Les électeurs qui ne sont jamais apparus dans le dossier

Les électeurs absents de cette histoire ne sont pas des personnes à nommer par conjecture. Ce sont les organisations qui pouvaient exister dans la base des membres, qui pouvaient ou non être éligibles, qui pouvaient ou non avoir reçu des bulletins, et qui pouvaient ou non avoir participé. Sans liste certifiée, elles ne peuvent pas être identifiées. Sans les totaux des bulletins, leur silence ne peut pas être mesuré. Sans la géographie, leur répartition régionale ne peut pas être évaluée. Sans dossiers des candidats, leur éventail de choix ne peut pas être jugé.

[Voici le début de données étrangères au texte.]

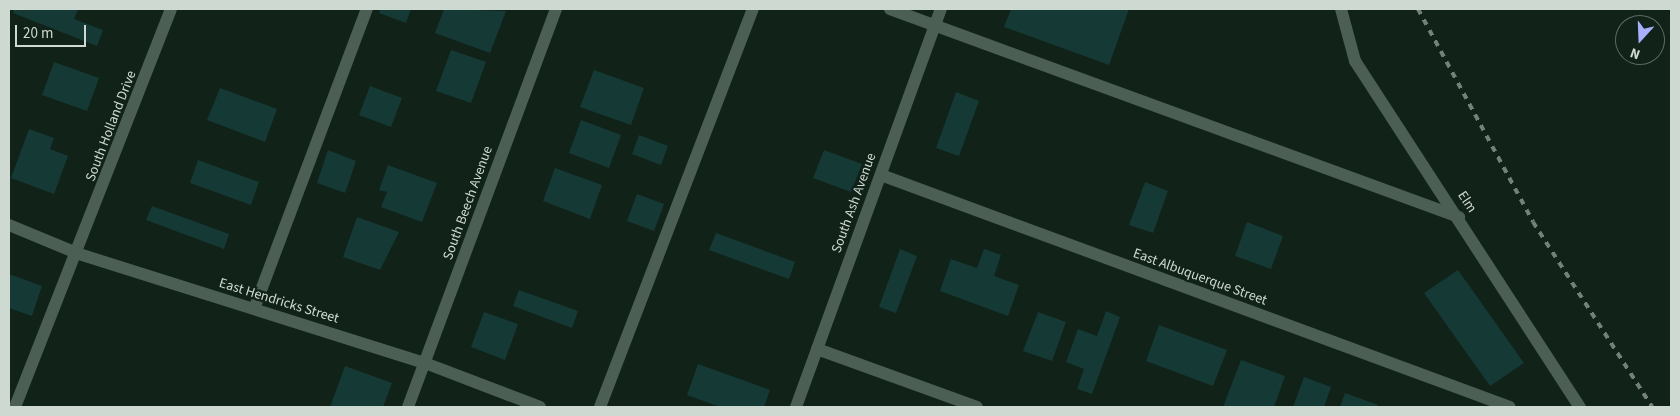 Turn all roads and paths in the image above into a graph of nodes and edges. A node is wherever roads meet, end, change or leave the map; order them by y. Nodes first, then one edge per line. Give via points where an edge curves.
1 (171, 9) edge
2 (367, 9) edge
3 (556, 9) edge
4 (753, 9) edge
5 (890, 9) edge
6 (941, 9) edge
7 (1341, 9) edge
8 (935, 26) junction
9 (880, 175) junction
10 (1459, 217) junction
11 (9, 225) edge
12 (79, 254) junction
13 (254, 309) junction
14 (817, 349) junction
15 (424, 362) junction
16 (15, 407) edge
17 (408, 407) edge
18 (540, 407) edge
19 (600, 407) edge
20 (796, 407) edge
21 (977, 407) edge
22 (1510, 407) edge
23 (1580, 407) edge

1 - 12 street, South Holland Drive
2 - 13 street
3 - 15 street, South Beech Avenue
4 - 19 street
5 - 8 street
6 - 8 street, South Ash Avenue
7 - 10 street, Elm via 1355,60
8 - 9 street, South Ash Avenue
8 - 10 street
9 - 14 street, South Ash Avenue
9 - 22 street, East Albuquerque Street
10 - 23 street, Elm
11 - 12 street, East Hendricks Street
12 - 13 street, East Hendricks Street
12 - 16 street, South Holland Drive
13 - 15 street, East Hendricks Street
14 - 20 street, South Ash Avenue
14 - 21 street
15 - 17 street, South Beech Avenue
15 - 18 street, East Hendricks Street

C’est la conclusion de preuve centrale, pas un ornement rhétorique. Si le nombre de membres est passé de 216 à environ 784, l’institution avait une communauté formelle beaucoup plus large qu’au départ. Ce fait accroît l’importance de savoir combien de ces organisations ont participé à la première élection des administrateurs. Une faible participation d’un grand électorat aurait une signification différente d’une forte participation d’un collège éligible plus restreint. Une élection contestée aurait une signification différente d’une liste non contestée.

Un corps électoral géographiquement concentré soulèverait des questions différentes de celles d’un corps réparti dans la région. Le dossier fourni ici ne permet pas au lecteur de choisir parmi ces possibilités.

Le dénominateur manquant empêche également les revendications de consentement rétroactif. On pourrait être tenté de dire qu’une fois que les membres ont élu les administrateurs en 1999, les membres ont approuvé les choix de formation antérieurs de l’ARIN. Cela va trop loin. Un vote des membres pour deux administrateurs n’est pas nécessairement un vote ratifiant chaque décision fondatrice, chaque administrateur initial, chaque nomination consultative sélectionnée par le conseil ou chaque détail de la transition de l’autorité de démarrage liée à Network Solutions vers une gouvernance à but non lucratif.

Il peut montrer l’acceptation d’une nouvelle étape électorale. Il n’approuve pas automatiquement tout le passé.

En même temps, le dénominateur manquant ne doit pas être utilisé pour nier entièrement l’élection. La description de la première élection des membres dans le rapport FY2000 est une preuve que l’élection a eu lieu. L’absence de données sur la participation affaiblit la capacité d’évaluer l’ampleur. Elle n’efface pas le fait que la sélection des administrateurs avait changé. Le jugement approprié n’est pas « il n’y a pas eu d’élection ». C’est « il y a eu une première élection des membres dont le dossier de participation est incomplet dans les archives publiques ».

Cette formulation importe parce que la légitimité n’est pas tout ou rien. Les institutions peuvent devenir plus responsables sans devenir totalement transparentes. Elles peuvent passer de la nomination à l’élection tout en ne conservant pas suffisamment de données pour une mesure ultérieure. La première élection des administrateurs de l’ARIN semble relever de cette catégorie intermédiaire.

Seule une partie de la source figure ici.